Records from a dataset
★ ★ ★ ★ ★
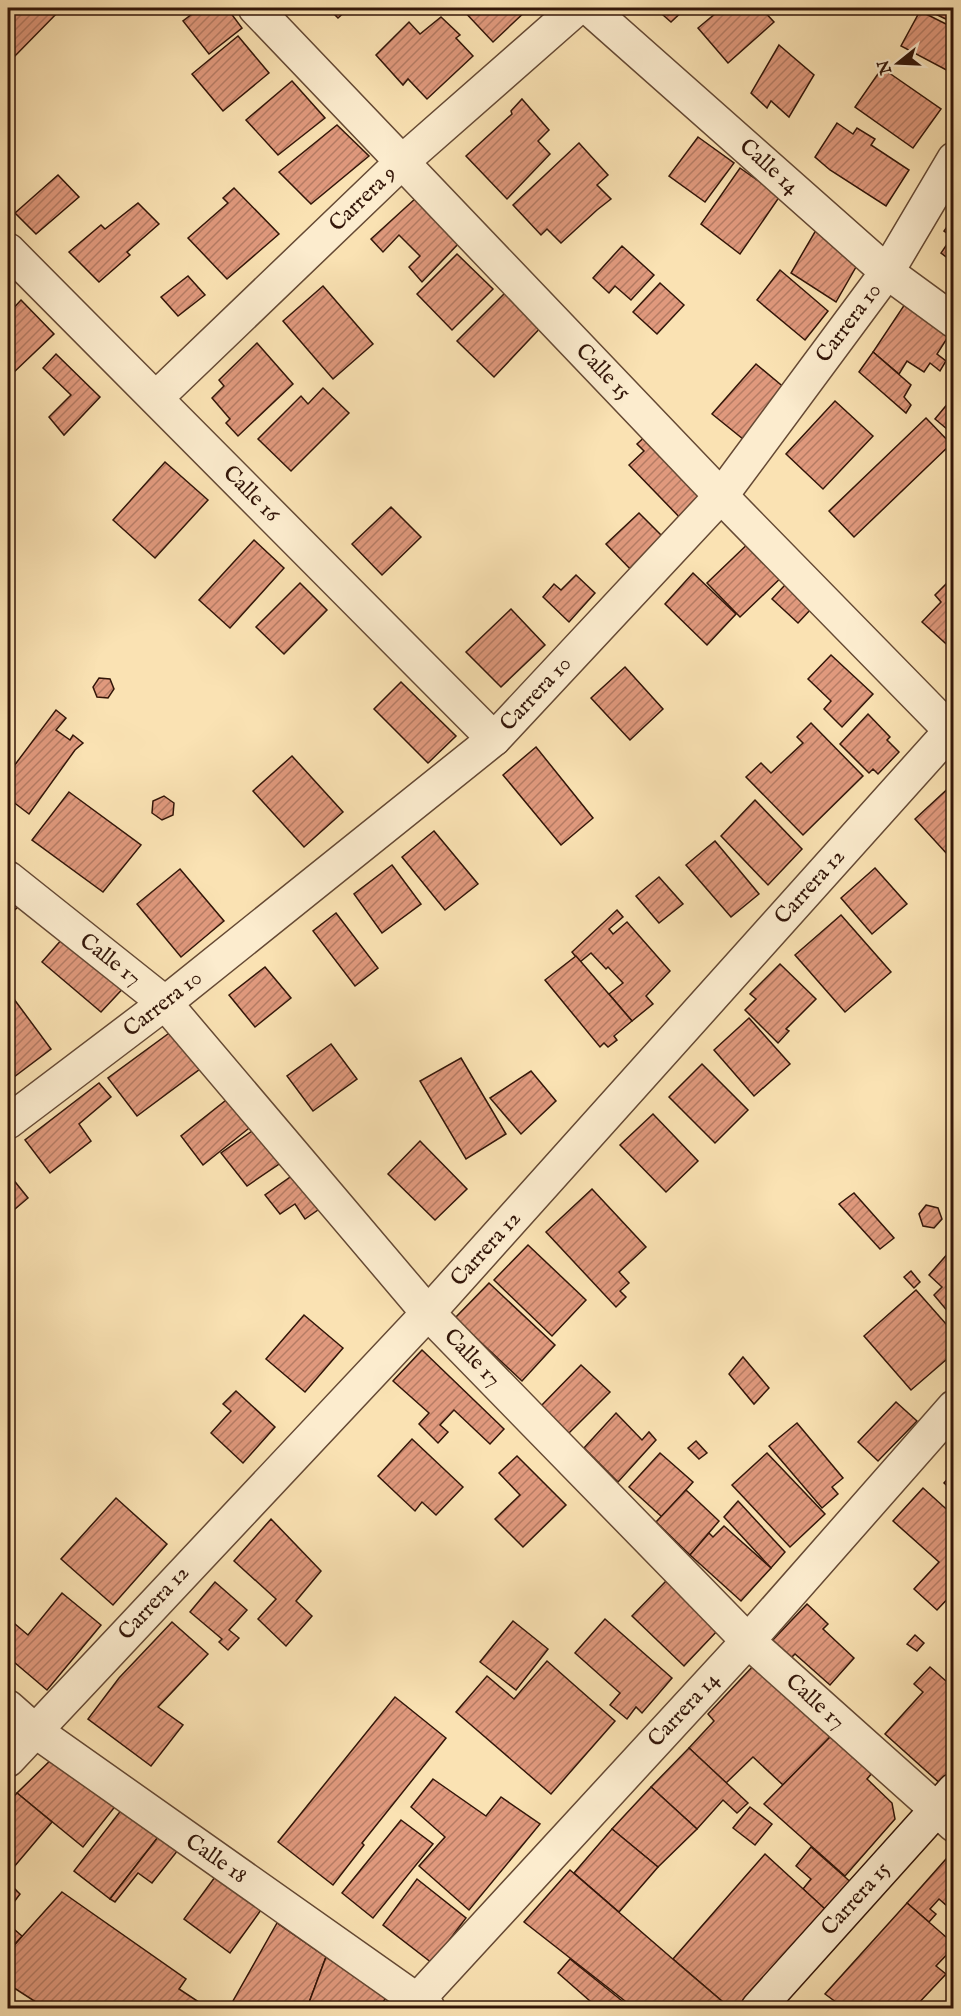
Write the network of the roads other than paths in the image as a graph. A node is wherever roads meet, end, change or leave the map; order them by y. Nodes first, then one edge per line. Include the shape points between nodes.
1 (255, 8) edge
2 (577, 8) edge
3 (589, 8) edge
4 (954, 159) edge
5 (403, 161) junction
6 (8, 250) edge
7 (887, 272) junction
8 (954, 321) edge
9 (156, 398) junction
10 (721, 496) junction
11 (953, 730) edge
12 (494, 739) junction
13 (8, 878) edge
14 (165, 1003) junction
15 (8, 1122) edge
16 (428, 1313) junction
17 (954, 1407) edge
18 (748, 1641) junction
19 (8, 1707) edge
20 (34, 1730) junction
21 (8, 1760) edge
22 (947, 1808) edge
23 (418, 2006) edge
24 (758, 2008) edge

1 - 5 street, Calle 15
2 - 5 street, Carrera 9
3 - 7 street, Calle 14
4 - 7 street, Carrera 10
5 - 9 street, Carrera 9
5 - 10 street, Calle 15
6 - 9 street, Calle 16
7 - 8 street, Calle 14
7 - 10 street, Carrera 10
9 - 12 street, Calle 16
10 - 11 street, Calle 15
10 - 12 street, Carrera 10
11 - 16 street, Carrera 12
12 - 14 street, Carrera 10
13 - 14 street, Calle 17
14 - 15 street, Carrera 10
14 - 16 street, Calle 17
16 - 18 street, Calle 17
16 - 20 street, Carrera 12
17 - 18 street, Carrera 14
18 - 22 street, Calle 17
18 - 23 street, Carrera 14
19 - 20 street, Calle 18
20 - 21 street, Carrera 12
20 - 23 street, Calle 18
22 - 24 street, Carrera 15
★ ★ ★ ★ ★
_TASK INSTRUCTIONS_: In the entries above, identify every line with the word "junction". Copy those lines.

_ANSWER SPACE_:
5 (403, 161) junction
7 (887, 272) junction
9 (156, 398) junction
10 (721, 496) junction
12 (494, 739) junction
14 (165, 1003) junction
16 (428, 1313) junction
18 (748, 1641) junction
20 (34, 1730) junction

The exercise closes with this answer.